I’m not joking. That’s basically what the last birthday card my in-laws sent me said to the letter.
My wife had very specific demands going up there. She wanted a full Thanksgiving dinner in addition to whatever spread her mother and father would put on at Christmas. So as you can probably imagine, my ass needs to get back in a gym pronto.
Anyway, we loaded up the car the first morning of travel. Traveling with three other people, specifically two of them being small humans, is quite the road trip experience if you’ve never done it. In my house, it requires we take, in addition to luggage, a cooler and a large grocery bag full of snacks.
Day one was spent driving to the town of Hershey, Pennsylvania. Dr. S. had extensively researched fun stuff for the kids to do on the drive up, and there’s nothing more fun for kids than extensive consumption of chocolate. So we took a tour of the town via trolley that’s sponsored by the Hershey company.
It’s wild to think Hershey’s a company town. Milton S. Hershey, the guy who founded the candy giant, built so much and gave so much to the community you might as well call it that. The Hershey company makes a big point of telling you just how much of a humanitarian Milton was on the trolley. In fact, much of the trolley guide’s general patter focused on Milton Hershey’s virtues. Go figure.
Anyway the kids loved it. They got to meet Santa on the trolley, who told them they’d made the nice list and gave them souvenir ornaments. Dr. S. and I, along with every other adult on the trolley, were gifted kazoos Santa called “Music Helpers.”
I still have that fucking kazoo. It’s in my pocket most of the time because it’s the only instrument I can play without pissing off my kids.

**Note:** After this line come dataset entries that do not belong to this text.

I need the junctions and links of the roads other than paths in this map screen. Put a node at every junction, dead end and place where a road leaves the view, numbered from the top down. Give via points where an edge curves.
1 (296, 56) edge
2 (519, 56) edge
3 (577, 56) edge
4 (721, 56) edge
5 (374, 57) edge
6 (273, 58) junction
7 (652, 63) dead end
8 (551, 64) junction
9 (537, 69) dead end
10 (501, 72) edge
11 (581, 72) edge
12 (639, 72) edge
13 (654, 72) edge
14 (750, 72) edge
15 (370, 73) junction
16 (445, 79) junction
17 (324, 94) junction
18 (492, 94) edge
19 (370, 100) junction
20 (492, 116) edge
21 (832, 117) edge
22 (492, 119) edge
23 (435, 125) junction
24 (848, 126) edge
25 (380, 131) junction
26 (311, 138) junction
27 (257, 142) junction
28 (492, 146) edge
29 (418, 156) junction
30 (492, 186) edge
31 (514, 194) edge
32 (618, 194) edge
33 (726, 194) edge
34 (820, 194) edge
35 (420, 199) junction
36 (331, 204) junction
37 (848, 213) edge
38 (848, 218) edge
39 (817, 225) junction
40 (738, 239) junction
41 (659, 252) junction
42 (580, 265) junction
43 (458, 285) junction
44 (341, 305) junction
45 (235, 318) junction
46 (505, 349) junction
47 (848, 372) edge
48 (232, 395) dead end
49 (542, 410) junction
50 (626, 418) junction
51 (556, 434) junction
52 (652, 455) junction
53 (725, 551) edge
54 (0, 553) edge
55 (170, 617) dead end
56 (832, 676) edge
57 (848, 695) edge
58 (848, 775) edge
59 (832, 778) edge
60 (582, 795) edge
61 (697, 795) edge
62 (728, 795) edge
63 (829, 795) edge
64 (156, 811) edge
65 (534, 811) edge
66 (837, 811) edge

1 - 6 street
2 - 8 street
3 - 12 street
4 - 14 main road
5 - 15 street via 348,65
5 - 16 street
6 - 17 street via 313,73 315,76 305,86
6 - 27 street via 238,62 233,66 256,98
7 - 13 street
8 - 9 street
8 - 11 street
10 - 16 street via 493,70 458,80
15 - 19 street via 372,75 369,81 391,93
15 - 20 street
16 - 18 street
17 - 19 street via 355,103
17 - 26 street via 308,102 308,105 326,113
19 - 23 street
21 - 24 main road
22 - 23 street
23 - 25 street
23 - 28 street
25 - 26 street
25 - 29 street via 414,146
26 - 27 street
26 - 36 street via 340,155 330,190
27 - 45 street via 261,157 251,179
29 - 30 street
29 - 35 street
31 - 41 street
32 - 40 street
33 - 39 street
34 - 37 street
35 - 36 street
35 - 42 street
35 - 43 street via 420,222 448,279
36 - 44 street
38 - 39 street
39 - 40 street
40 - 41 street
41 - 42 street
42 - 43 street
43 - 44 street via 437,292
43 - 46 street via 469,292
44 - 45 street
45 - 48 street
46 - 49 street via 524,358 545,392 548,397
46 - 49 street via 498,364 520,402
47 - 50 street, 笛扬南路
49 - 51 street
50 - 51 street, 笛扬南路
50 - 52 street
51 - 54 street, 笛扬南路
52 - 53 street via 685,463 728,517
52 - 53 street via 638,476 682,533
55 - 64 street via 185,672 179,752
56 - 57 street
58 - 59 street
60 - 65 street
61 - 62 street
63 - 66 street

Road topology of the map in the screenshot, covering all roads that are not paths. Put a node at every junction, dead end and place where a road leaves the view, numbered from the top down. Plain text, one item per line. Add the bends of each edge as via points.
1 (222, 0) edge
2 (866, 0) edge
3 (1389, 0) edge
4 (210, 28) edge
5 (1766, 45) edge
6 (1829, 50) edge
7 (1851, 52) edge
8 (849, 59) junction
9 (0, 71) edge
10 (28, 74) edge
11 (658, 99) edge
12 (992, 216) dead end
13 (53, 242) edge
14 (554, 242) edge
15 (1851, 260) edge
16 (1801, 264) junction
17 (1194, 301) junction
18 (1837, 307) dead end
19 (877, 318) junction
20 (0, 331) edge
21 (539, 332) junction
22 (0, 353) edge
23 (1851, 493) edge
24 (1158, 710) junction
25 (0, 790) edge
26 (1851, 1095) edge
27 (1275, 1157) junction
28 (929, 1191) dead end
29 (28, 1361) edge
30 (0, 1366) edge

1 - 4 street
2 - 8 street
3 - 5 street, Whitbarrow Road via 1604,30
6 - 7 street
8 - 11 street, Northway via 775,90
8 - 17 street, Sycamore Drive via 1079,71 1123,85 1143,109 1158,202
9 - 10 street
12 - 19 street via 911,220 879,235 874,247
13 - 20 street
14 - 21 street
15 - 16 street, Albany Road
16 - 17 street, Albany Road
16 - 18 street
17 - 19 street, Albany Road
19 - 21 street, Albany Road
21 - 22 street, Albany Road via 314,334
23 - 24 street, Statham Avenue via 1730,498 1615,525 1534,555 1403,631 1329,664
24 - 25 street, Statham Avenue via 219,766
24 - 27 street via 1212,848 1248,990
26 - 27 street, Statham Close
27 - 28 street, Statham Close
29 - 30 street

Day three, we began our trek to Vermont. I made a point of blowing through New York as fast as possible. It’s not that I have anything against New York. It’s that the only decent places to take a shit on the route we drive are these rest centers that just creep me out for some inexplicable reason.
Anyway we got to my in-laws’ house at night, right around the kids’ bedtime. My in laws live in a beautiful and very old house on a couple acres in rural Vermont. Being an old house, it doesn’t have air conditioning, but the place is heated well and the downstairs where they stick us was remodeled several years ago to basically be a standalone apartment and it’s nice.
That part of rural Vermont, my wife tells me, has more cows than people. I used to think it was a joke until I saw just how few people were around and how many cows I spotted on a regular basis.
The house has absolute shit Internet access and cell phone reception. In case you’re not getting it, all of this means basically no one has the ability to bother me while I’m up there. It’s simply glorious.
My mother in law goes all out for Christmas. She apparently goes all out for cats now as she’s adopted three since we last visited. She also still insists her husband get a real tree as the cats kept climbing in the damn thing while we were there. It was to a point where the family kept a squirt gun on the living room table to shoo the cats out of the tree.
She (the mother in law, to keep this clear) also has a fondness for Hallmark Christmas movies. This means whenever she’s around the TV in the living room Hallmark Christmas movies have to be on. If you haven’t seen a Hallmark Christmas movie count yourself lucky. They’re all incredibly cheesy, saccharine to the point your brain hurts and every single one has the same goddamn plot.
The incessant drone of Hallmark Christmas movies would be unbearable if her children didn’t rag about it constantly. My brothers and sisters in-law are all blessed with wicked senses of humor. The Hallmark Christmas movie jokes make it as if we’re all living like Joel and the robots from Mystery Science Theater 3000.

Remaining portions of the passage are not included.